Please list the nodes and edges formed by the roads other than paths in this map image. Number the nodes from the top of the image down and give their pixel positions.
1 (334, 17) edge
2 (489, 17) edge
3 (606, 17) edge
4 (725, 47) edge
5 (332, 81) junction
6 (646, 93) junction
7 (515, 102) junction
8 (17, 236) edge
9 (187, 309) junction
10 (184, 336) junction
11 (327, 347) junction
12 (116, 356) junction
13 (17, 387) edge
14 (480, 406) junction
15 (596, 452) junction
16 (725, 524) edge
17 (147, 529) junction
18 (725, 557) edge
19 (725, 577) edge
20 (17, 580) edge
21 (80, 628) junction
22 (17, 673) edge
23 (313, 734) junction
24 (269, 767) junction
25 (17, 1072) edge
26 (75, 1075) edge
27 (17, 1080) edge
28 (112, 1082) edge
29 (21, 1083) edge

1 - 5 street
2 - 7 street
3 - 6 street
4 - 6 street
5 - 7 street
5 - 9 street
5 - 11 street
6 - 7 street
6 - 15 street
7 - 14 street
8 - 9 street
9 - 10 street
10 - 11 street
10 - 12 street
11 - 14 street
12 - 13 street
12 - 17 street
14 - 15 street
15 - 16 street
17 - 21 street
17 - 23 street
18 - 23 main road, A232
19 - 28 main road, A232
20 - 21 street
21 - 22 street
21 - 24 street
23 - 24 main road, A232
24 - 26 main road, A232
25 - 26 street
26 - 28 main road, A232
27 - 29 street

================================

- WHAT THE TASK REQUIRES:
Your job is to return all lines above that hold the word "main".

- OUTPUT OF THE EXERCISE:
18 - 23 main road, A232
19 - 28 main road, A232
23 - 24 main road, A232
24 - 26 main road, A232
26 - 28 main road, A232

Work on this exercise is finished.